We were hampered by the conditions we organize under: Indigenous Monacan comrades couldn’t attend because a climate-driven tropical storm dropped a tree on their building, and poultry workers couldn’t attend because the bosses called them in for a last-minute shift. How do we surmount these obstacles that make it harder for the most directly affected to build power? How do we build resilient community ties rooted in mutual dependency and proximity when the forces of capitalism drive us into isolation? We would like to send representatives to the Southern Movement Assembly in Little Rock in September, but how do we do that when faced with things like work schedules, no vacation time, paying rent, and bail conditions prohibiting travel?
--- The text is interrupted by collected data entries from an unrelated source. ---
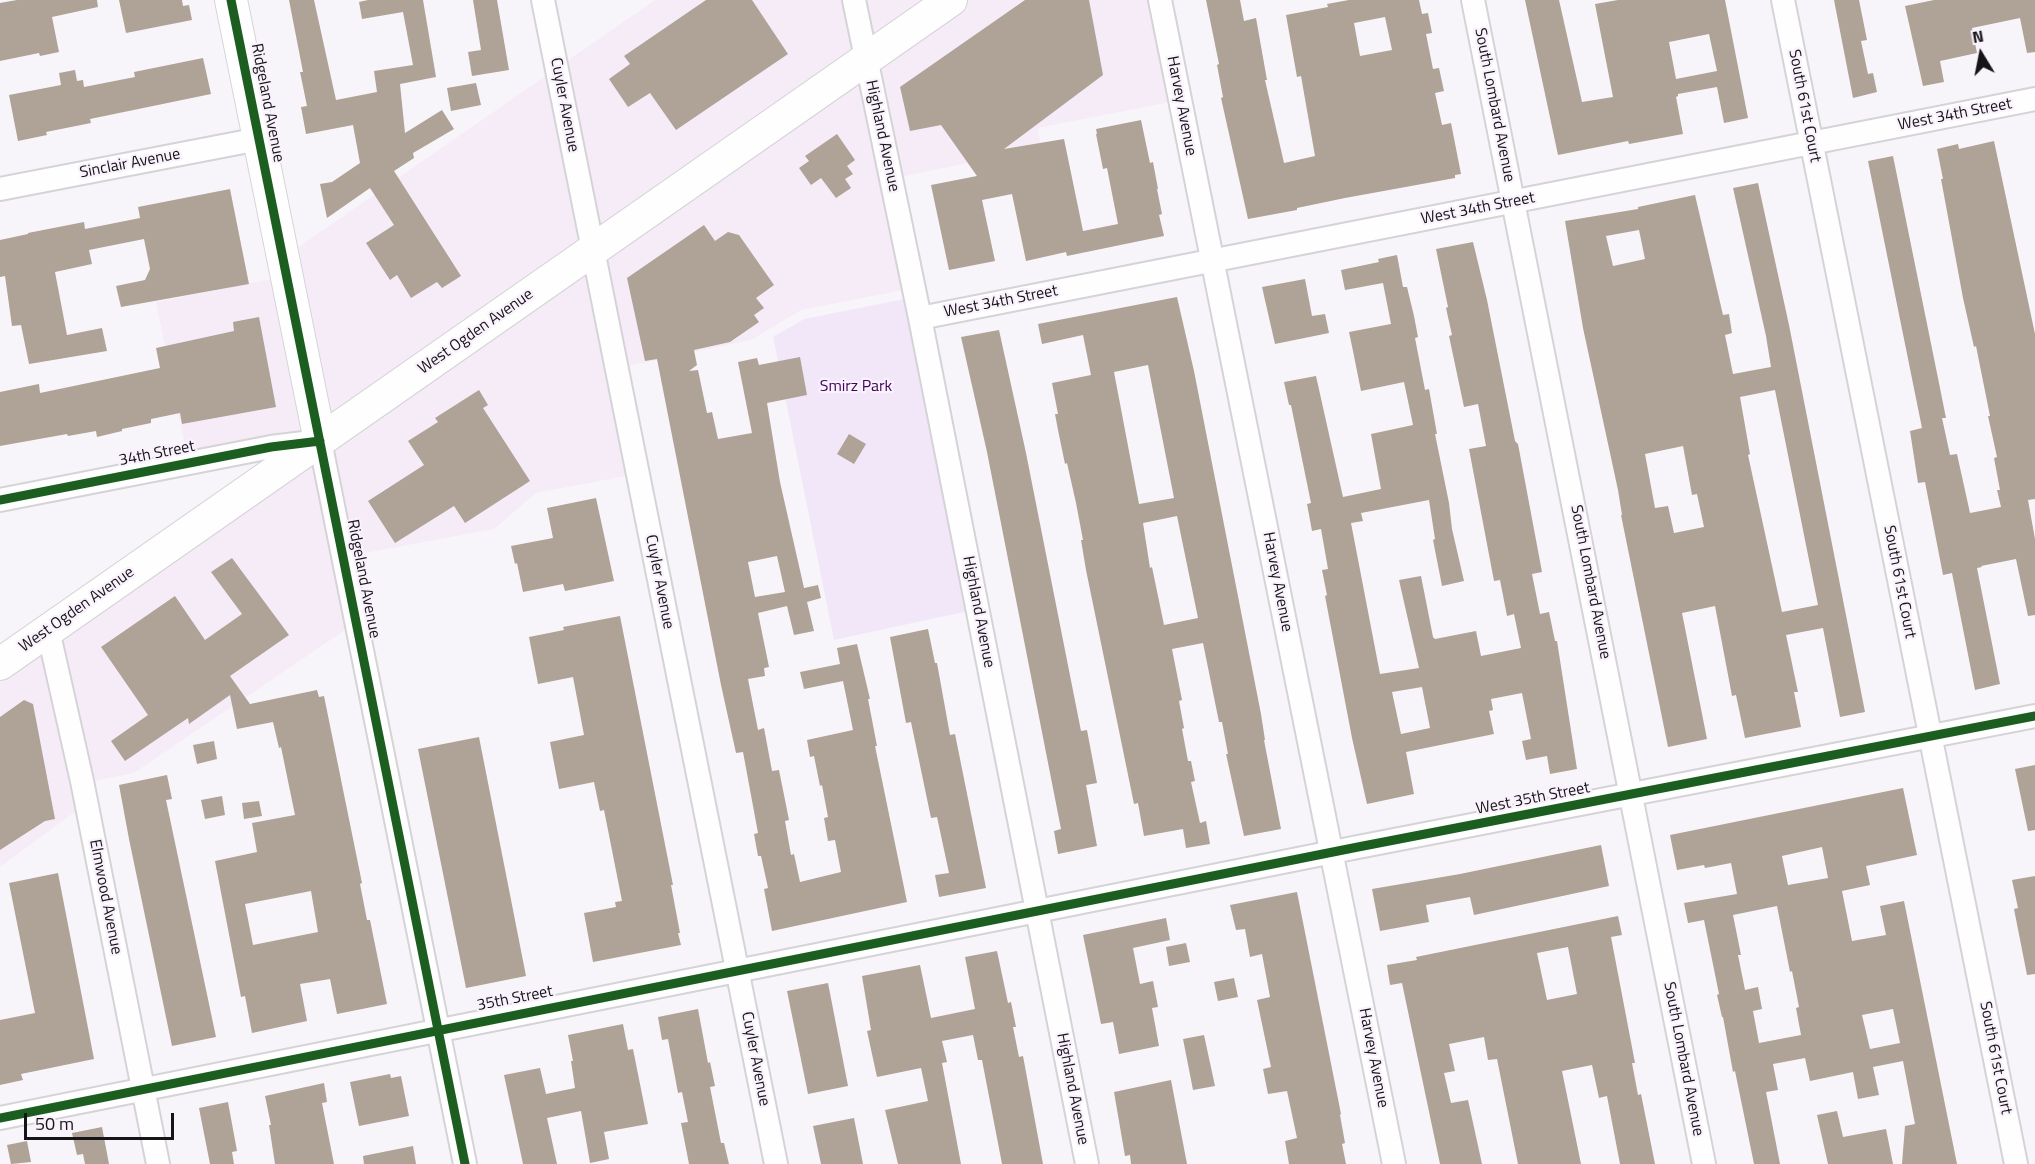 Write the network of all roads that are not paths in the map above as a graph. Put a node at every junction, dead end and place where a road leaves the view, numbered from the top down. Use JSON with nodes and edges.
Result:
{"nodes":[{"id":1,"x":231,"y":0,"type":"edge"},
{"id":2,"x":543,"y":0,"type":"edge"},
{"id":3,"x":854,"y":0,"type":"edge"},
{"id":4,"x":951,"y":0,"type":"edge"},
{"id":5,"x":1160,"y":0,"type":"edge"},
{"id":6,"x":1473,"y":0,"type":"edge"},
{"id":7,"x":1783,"y":0,"type":"edge"},
{"id":8,"x":866,"y":60,"type":"junction"},
{"id":9,"x":2035,"y":99,"type":"edge"},
{"id":10,"x":259,"y":139,"type":"junction"},
{"id":11,"x":1811,"y":143,"type":"junction"},
{"id":12,"x":0,"y":189,"type":"edge"},
{"id":13,"x":1514,"y":202,"type":"junction"},
{"id":14,"x":593,"y":250,"type":"junction"},
{"id":15,"x":1212,"y":261,"type":"junction"},
{"id":16,"x":920,"y":318,"type":"junction"},
{"id":17,"x":320,"y":441,"type":"junction"},
{"id":18,"x":0,"y":500,"type":"edge"},
{"id":19,"x":48,"y":630,"type":"junction"},
{"id":20,"x":0,"y":664,"type":"edge"},
{"id":21,"x":2035,"y":716,"type":"edge"},
{"id":22,"x":1930,"y":736,"type":"junction"},
{"id":23,"x":1632,"y":795,"type":"junction"},
{"id":24,"x":1332,"y":853,"type":"junction"},
{"id":25,"x":1036,"y":912,"type":"junction"},
{"id":26,"x":737,"y":971,"type":"junction"},
{"id":27,"x":438,"y":1029,"type":"junction"},
{"id":28,"x":143,"y":1090,"type":"junction"},
{"id":29,"x":0,"y":1118,"type":"edge"},
{"id":30,"x":158,"y":1164,"type":"edge"},
{"id":31,"x":465,"y":1164,"type":"edge"},
{"id":32,"x":776,"y":1164,"type":"edge"},
{"id":33,"x":1087,"y":1164,"type":"edge"},
{"id":34,"x":1394,"y":1164,"type":"edge"},
{"id":35,"x":1704,"y":1164,"type":"edge"},
{"id":36,"x":2016,"y":1164,"type":"edge"}],
"edges":[{"from":1,"to":10,"type":"main road","name":"Ridgeland Avenue"},
{"from":2,"to":14,"type":"street","name":"Cuyler Avenue"},
{"from":3,"to":8,"type":"street","name":"Highland Avenue"},
{"from":4,"to":8,"type":"main road","name":"West Ogden Avenue"},
{"from":5,"to":15,"type":"street","name":"Harvey Avenue"},
{"from":6,"to":13,"type":"street","name":"South Lombard Avenue"},
{"from":7,"to":11,"type":"street","name":"South 61st Court"},
{"from":8,"to":14,"type":"main road","name":"West Ogden Avenue"},
{"from":8,"to":16,"type":"street","name":"Highland Avenue"},
{"from":9,"to":11,"type":"street","name":"West 34th Street"},
{"from":10,"to":12,"type":"street","name":"Sinclair Avenue"},
{"from":10,"to":17,"type":"main road","name":"Ridgeland Avenue"},
{"from":11,"to":13,"type":"street","name":"West 34th Street"},
{"from":11,"to":22,"type":"street","name":"South 61st Court"},
{"from":13,"to":15,"type":"street","name":"West 34th Street"},
{"from":13,"to":23,"type":"street","name":"South Lombard Avenue"},
{"from":14,"to":17,"type":"main road","name":"West Ogden Avenue"},
{"from":14,"to":26,"type":"street","name":"Cuyler Avenue"},
{"from":15,"to":16,"type":"street","name":"West 34th Street"},
{"from":15,"to":24,"type":"street","name":"Harvey Avenue"},
{"from":16,"to":25,"type":"street","name":"Highland Avenue"},
{"from":17,"to":18,"type":"street","name":"34th Street"},
{"from":17,"to":19,"type":"main road","name":"West Ogden Avenue"},
{"from":17,"to":27,"type":"street","name":"Ridgeland Avenue"},
{"from":19,"to":20,"type":"main road","name":"West Ogden Avenue"},
{"from":19,"to":28,"type":"street","name":"Elmwood Avenue"},
{"from":21,"to":22,"type":"street","name":"West 35th Street"},
{"from":22,"to":23,"type":"street","name":"West 35th Street"},
{"from":22,"to":36,"type":"street","name":"South 61st Court"},
{"from":23,"to":24,"type":"street","name":"West 35th Street"},
{"from":23,"to":35,"type":"street","name":"South Lombard Avenue"},
{"from":24,"to":25,"type":"street","name":"West 35th Street"},
{"from":24,"to":34,"type":"street","name":"Harvey Avenue"},
{"from":25,"to":26,"type":"street","name":"35th Street"},
{"from":25,"to":33,"type":"street","name":"Highland Avenue"},
{"from":26,"to":27,"type":"street","name":"35th Street"},
{"from":26,"to":32,"type":"street","name":"Cuyler Avenue"},
{"from":27,"to":28,"type":"street","name":"35th Street"},
{"from":27,"to":31,"type":"street","name":"Ridgeland Avenue"},
{"from":28,"to":29,"type":"street","name":"35th Street"},
{"from":28,"to":30,"type":"street","name":"Elmwood Avenue"}]}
The state and capital conspire to keep us hustling to survive, too tired and isolated to organize.
After spending two days wading through the machinations of capitalism and its impact on our community, we spent day three imagining new possibilities. Acknowledging that capitalism hasn’t always been the way things are or the way things have to be, we talked about three paradigms that movements have adopted as strategies of resistance: tame, smash, or escape. We talked about how reformist efforts to tame the system end up being just plain-old lame, but are sometimes necessary for short-term survival. The revolutionary strategy of smashing the system is high stakes, has a low chance of success, and often ends badly when it succeeds without a vision for what comes next. The anarchistic strategy of escape promises the possibility of utopia in the here-and-now, but is vulnerable to being crushed or co-opted by any system it leaves intact in the wake of its departure.
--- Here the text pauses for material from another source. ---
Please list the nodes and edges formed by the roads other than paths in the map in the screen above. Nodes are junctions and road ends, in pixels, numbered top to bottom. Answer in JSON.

So why resist at all when the risks are so high, when the probability of success is so low? The answer is that people will resist when the status quo becomes too intolerable, when the cost of doing nothing is higher than what we risk by fighting for our freedom. To maximize our chances, we have to do all three things. We have to fight for incremental changes that erode and weaken the system (tame). We have to build alternative structures that reduce our dependency on the system (escape). And we have to take direct action that disrupts and dismantles the system (smash). “We need multiple strategies, practical steps rather than strict alternatives. We resist as we build, we plant as we uproot, fed by an underground railroad of fungal networks to redistribute abundance.”
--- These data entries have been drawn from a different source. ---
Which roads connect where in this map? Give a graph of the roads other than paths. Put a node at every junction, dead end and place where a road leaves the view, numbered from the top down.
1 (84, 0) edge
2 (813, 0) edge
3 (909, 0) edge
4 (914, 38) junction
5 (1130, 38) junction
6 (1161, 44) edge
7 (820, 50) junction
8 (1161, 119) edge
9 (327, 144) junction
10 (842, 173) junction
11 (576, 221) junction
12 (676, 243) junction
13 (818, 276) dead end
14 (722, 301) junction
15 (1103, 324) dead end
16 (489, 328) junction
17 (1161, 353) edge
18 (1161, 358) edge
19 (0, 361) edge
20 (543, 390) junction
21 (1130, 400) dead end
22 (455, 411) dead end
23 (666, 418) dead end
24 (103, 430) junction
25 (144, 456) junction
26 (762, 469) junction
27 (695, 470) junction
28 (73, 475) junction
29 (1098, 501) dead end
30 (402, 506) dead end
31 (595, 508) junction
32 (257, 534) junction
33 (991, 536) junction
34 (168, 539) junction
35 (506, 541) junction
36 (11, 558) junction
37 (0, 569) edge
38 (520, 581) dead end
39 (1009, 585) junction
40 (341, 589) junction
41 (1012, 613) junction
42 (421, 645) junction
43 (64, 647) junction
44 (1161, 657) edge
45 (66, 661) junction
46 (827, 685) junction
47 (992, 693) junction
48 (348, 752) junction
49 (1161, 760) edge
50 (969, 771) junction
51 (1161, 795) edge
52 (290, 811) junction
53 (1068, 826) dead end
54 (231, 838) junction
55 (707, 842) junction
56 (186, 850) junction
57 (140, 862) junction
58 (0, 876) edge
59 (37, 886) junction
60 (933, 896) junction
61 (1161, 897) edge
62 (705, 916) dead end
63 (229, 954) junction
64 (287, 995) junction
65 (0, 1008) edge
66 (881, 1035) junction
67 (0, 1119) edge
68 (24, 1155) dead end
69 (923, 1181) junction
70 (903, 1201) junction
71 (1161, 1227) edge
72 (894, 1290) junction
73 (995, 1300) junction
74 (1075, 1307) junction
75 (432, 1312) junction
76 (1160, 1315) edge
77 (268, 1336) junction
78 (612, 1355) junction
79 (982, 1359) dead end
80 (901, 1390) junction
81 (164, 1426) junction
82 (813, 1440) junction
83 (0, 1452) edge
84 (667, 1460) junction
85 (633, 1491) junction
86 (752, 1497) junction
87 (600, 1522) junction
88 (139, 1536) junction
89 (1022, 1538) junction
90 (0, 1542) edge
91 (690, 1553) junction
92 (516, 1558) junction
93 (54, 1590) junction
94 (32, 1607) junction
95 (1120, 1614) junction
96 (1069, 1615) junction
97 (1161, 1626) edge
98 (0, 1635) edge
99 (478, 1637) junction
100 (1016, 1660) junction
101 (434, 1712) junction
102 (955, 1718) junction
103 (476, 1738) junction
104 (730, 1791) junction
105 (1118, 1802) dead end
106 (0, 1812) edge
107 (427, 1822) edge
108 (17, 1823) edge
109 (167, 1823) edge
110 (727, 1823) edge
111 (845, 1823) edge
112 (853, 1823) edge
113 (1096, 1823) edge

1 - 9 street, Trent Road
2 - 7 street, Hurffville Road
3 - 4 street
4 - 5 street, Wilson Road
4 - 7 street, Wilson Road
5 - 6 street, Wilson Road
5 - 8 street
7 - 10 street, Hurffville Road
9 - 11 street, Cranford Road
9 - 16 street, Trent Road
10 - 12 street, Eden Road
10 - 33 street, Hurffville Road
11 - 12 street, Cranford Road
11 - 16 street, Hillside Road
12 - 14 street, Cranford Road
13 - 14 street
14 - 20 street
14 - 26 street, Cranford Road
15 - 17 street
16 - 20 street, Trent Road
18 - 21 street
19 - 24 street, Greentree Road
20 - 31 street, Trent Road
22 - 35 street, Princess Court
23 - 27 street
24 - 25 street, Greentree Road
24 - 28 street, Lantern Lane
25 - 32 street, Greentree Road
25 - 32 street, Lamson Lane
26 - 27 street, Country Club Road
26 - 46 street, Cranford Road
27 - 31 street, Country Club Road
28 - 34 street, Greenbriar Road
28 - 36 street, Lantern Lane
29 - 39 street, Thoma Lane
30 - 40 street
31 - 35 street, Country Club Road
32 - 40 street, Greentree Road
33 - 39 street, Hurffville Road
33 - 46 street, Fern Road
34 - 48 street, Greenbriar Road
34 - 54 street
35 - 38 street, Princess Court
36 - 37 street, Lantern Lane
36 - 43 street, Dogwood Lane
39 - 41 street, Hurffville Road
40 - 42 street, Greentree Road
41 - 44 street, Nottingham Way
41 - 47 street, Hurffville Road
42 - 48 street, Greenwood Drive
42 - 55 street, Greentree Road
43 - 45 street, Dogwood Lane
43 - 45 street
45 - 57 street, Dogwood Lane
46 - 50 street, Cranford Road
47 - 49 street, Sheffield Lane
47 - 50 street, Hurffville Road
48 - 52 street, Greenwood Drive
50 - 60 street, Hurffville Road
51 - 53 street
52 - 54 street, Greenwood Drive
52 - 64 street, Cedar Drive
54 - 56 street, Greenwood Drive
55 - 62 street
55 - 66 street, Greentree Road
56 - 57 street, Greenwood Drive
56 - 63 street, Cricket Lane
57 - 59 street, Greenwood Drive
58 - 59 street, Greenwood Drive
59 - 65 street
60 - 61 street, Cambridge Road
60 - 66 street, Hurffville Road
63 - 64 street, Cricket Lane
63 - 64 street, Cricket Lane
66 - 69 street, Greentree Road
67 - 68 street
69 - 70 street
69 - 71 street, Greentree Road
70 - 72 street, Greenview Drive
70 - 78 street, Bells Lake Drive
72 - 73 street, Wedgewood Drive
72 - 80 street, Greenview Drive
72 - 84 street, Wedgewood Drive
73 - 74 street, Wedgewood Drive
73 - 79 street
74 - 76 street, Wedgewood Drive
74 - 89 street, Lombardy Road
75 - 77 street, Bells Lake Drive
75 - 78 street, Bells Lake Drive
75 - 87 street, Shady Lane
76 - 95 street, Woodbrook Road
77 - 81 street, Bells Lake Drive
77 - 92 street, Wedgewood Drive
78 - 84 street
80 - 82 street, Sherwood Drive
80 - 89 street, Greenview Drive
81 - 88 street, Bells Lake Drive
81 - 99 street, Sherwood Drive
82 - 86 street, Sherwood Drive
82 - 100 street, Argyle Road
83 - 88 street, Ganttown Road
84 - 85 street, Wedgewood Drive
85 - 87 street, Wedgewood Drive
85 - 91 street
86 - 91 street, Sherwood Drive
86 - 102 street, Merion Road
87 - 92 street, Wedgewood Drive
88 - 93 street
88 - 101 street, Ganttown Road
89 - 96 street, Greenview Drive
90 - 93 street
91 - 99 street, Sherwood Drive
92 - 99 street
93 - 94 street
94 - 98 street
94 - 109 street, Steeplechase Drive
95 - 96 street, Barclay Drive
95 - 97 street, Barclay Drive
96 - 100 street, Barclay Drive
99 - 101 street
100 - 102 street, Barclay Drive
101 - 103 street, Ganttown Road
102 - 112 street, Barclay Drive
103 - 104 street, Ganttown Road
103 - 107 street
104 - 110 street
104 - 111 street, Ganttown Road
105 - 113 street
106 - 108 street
We need multiple strategies, practical steps rather than strict alternatives. We resist as we build, we plant as we uproot, fed by an underground railroad of fungal networks to redistribute abundance.
It is going to take time - time that we do not have - to build and stitch together the structures we need to survive the coming collapse. We have years of building to do, and we’ve scarcely even begun to plan, much less dig the foundation, though I acknowledge we are not building from scratch. Here in the Shenandoah Valley, we’re talking about building third spaces, land trusts, public banks, and people’s assemblies. We’re talking about what to do with the abundance of food we’re always growing. And we’re talking about learning how to shoot guns. It’s going to be harder than it should have been had we started earlier, but as my dad always said to me when I wanted to procrastinate on an overwhelming job, “there’s nothing to it but to do it.” We can’t let ourselves be paralyzed by the magnitude of the task ahead. All we can do is start where we are and take it one step at a time.